I’m so sorry, sadly your experience is far more common than it should be, and many adoptive families are comprehensively failed by the system.
From what you’ve described, your daughter should almost certainly be entitled to adult social care support under the Care Act, including a full needs assessment and funded provision (such as supported living or residential support if she can’t live safely at home).
She should also qualify for priority housing/supported accommodation due to disability and safeguarding risk.
If she has (or should have had) an EHCP, she may still be entitled to education provision up to age 25.
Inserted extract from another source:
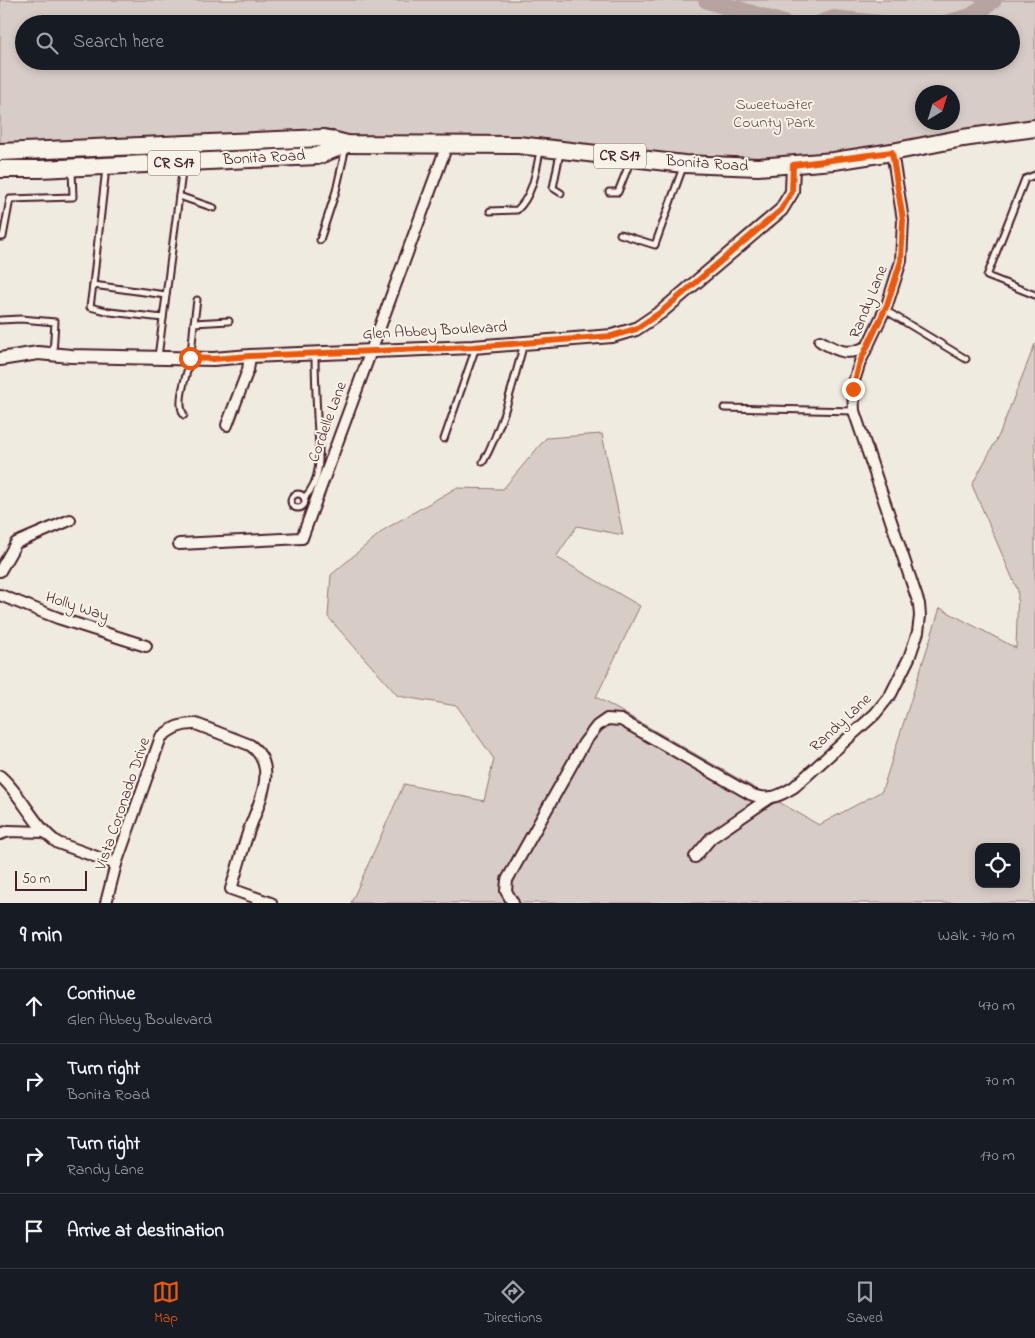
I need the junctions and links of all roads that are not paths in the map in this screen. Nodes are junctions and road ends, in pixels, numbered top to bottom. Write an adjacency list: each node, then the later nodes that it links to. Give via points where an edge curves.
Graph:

I would strongly suggest requesting immediately:
• a Care Act assessment from Adult Social Care
• a housing priority assessment (homelessness/disability route)
• mental health/learning disability services involvement
Consider a stage 1 stage 2 complaint under the children's Act 1989 against the local authority for failure to provide services.
If you’d like, I’m happy to share some guidance on how to request these formally and what wording helps. You’re not alone in this — many families are discovering too late that support should have been there all along.
What services your daughter is likely entitled to
Even without knowing every detail, someone in your situation usually has rights to:
1. Adult Social Care support (Care Act 2014)
At 18+, the LA must carry out:
• a Care Act needs assessment
• a support plan
• funded care if eligible
This can include:
✔ supported living
✔ carers/PA hours
✔ residential placement if needed
✔ behaviour support
✔ respite
If she “cannot live at home safely” — that almost always meets eligibility.
2. Housing priority (VERY relevant)
Because of:
• disability
• risk at home
• inability to live independently
• safeguarding concerns
She should qualify for:
priority housing / supported accommodation
Often under:
• homelessness duties
• disability priority banding
• safeguarding vulnerability
This can include specialist supported housing schemes.
3. Education / training provision (up to 25)
If she has:
• EHCP (or should have had one)
She may still be entitled to:
✔ specialist college
✔ alternative provision
✔ funded education up to 25
Even if she’s currently out of education.
4. Disability benefits
Likely entitled to:
• PIP (Personal Independence Payment)
• potentially ESA/Universal Credit with disability element
Which can help fund living support.
5. Mental health / behaviour services
Given:
• harmful behaviours
• false allegations
• complexity
There should be:
✔ community mental health team involvement
✔ possibly learning disability services
✔ behavioural specialists
And specifically around Adoption the following still applies: -
1. Adoption Support Services (before 18 — and sometimes bridging beyond)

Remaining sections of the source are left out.